▶ **Task prompt**: Should any entry seem unclear, still set it down exactly as given, along with all the others.

▶ **Extracted data**:
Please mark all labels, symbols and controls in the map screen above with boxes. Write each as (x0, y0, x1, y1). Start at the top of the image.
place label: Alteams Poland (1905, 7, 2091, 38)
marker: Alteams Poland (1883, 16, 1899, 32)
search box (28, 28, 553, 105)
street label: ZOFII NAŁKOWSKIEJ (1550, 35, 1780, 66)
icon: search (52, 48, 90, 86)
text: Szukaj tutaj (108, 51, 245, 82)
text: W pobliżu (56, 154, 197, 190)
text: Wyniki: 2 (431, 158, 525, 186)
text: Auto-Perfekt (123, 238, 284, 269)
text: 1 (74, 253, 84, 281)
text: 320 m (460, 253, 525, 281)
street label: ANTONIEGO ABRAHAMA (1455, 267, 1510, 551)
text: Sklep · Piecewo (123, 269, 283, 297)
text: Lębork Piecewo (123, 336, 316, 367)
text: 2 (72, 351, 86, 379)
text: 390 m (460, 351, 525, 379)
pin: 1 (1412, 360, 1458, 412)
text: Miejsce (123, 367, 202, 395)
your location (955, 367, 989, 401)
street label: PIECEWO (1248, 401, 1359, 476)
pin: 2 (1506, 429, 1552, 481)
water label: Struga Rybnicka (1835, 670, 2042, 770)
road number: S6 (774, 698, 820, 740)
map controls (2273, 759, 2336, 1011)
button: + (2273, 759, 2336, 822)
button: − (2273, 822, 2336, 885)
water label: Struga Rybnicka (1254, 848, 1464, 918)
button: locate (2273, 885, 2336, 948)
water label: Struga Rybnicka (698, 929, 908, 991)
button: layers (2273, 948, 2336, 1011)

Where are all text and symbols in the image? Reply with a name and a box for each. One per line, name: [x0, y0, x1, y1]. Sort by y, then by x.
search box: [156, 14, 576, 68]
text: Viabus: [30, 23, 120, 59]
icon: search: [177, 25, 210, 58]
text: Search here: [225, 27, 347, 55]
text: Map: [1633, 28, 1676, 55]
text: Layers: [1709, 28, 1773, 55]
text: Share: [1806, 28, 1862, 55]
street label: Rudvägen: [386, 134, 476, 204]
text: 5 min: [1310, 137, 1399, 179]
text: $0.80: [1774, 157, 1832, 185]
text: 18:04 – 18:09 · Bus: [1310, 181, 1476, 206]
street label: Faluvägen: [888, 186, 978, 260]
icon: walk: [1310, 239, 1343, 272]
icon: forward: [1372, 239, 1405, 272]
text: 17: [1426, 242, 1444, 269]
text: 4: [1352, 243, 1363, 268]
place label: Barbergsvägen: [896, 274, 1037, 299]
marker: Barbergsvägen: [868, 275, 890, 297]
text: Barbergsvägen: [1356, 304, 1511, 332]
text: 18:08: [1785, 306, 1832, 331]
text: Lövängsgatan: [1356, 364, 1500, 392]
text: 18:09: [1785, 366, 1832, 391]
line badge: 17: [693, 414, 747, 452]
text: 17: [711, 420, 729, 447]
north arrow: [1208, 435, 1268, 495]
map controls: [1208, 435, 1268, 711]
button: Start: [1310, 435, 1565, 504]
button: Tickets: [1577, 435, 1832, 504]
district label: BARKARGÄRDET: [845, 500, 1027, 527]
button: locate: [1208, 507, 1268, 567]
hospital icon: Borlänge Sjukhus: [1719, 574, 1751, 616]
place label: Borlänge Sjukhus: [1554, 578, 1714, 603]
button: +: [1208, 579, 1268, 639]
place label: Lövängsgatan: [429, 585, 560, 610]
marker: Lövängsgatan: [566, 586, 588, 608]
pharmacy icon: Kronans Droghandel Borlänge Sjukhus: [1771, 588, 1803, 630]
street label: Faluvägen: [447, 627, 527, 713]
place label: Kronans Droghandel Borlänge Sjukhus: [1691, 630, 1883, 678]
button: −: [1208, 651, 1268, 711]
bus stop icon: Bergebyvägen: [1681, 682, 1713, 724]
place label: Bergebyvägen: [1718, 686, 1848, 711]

▶ **Answer below**:
Please mark all labels, symbols and controls in the map screen above with boxes. Write each as (x0, y0, x1, y1). Start at the top of the image.
place label: Alteams Poland (1905, 7, 2091, 38)
marker: Alteams Poland (1883, 16, 1899, 32)
search box (28, 28, 553, 105)
street label: ZOFII NAŁKOWSKIEJ (1550, 35, 1780, 66)
icon: search (52, 48, 90, 86)
text: Szukaj tutaj (108, 51, 245, 82)
text: W pobliżu (56, 154, 197, 190)
text: Wyniki: 2 (431, 158, 525, 186)
text: Auto-Perfekt (123, 238, 284, 269)
text: 1 (74, 253, 84, 281)
text: 320 m (460, 253, 525, 281)
street label: ANTONIEGO ABRAHAMA (1455, 267, 1510, 551)
text: Sklep · Piecewo (123, 269, 283, 297)
text: Lębork Piecewo (123, 336, 316, 367)
text: 2 (72, 351, 86, 379)
text: 390 m (460, 351, 525, 379)
pin: 1 (1412, 360, 1458, 412)
text: Miejsce (123, 367, 202, 395)
your location (955, 367, 989, 401)
street label: PIECEWO (1248, 401, 1359, 476)
pin: 2 (1506, 429, 1552, 481)
water label: Struga Rybnicka (1835, 670, 2042, 770)
road number: S6 (774, 698, 820, 740)
map controls (2273, 759, 2336, 1011)
button: + (2273, 759, 2336, 822)
button: − (2273, 822, 2336, 885)
water label: Struga Rybnicka (1254, 848, 1464, 918)
button: locate (2273, 885, 2336, 948)
water label: Struga Rybnicka (698, 929, 908, 991)
button: layers (2273, 948, 2336, 1011)

Where are all text and symbols in the image? Reply with a name and a box for each. One per line, name: [x0, y0, x1, y1]. Sort by y, then by x.
search box: [156, 14, 576, 68]
text: Viabus: [30, 23, 120, 59]
icon: search: [177, 25, 210, 58]
text: Search here: [225, 27, 347, 55]
text: Map: [1633, 28, 1676, 55]
text: Layers: [1709, 28, 1773, 55]
text: Share: [1806, 28, 1862, 55]
street label: Rudvägen: [386, 134, 476, 204]
text: 5 min: [1310, 137, 1399, 179]
text: $0.80: [1774, 157, 1832, 185]
text: 18:04 – 18:09 · Bus: [1310, 181, 1476, 206]
street label: Faluvägen: [888, 186, 978, 260]
icon: walk: [1310, 239, 1343, 272]
icon: forward: [1372, 239, 1405, 272]
text: 17: [1426, 242, 1444, 269]
text: 4: [1352, 243, 1363, 268]
place label: Barbergsvägen: [896, 274, 1037, 299]
marker: Barbergsvägen: [868, 275, 890, 297]
text: Barbergsvägen: [1356, 304, 1511, 332]
text: 18:08: [1785, 306, 1832, 331]
text: Lövängsgatan: [1356, 364, 1500, 392]
text: 18:09: [1785, 366, 1832, 391]
line badge: 17: [693, 414, 747, 452]
text: 17: [711, 420, 729, 447]
north arrow: [1208, 435, 1268, 495]
map controls: [1208, 435, 1268, 711]
button: Start: [1310, 435, 1565, 504]
button: Tickets: [1577, 435, 1832, 504]
district label: BARKARGÄRDET: [845, 500, 1027, 527]
button: locate: [1208, 507, 1268, 567]
hospital icon: Borlänge Sjukhus: [1719, 574, 1751, 616]
place label: Borlänge Sjukhus: [1554, 578, 1714, 603]
button: +: [1208, 579, 1268, 639]
place label: Lövängsgatan: [429, 585, 560, 610]
marker: Lövängsgatan: [566, 586, 588, 608]
pharmacy icon: Kronans Droghandel Borlänge Sjukhus: [1771, 588, 1803, 630]
street label: Faluvägen: [447, 627, 527, 713]
place label: Kronans Droghandel Borlänge Sjukhus: [1691, 630, 1883, 678]
button: −: [1208, 651, 1268, 711]
bus stop icon: Bergebyvägen: [1681, 682, 1713, 724]
place label: Bergebyvägen: [1718, 686, 1848, 711]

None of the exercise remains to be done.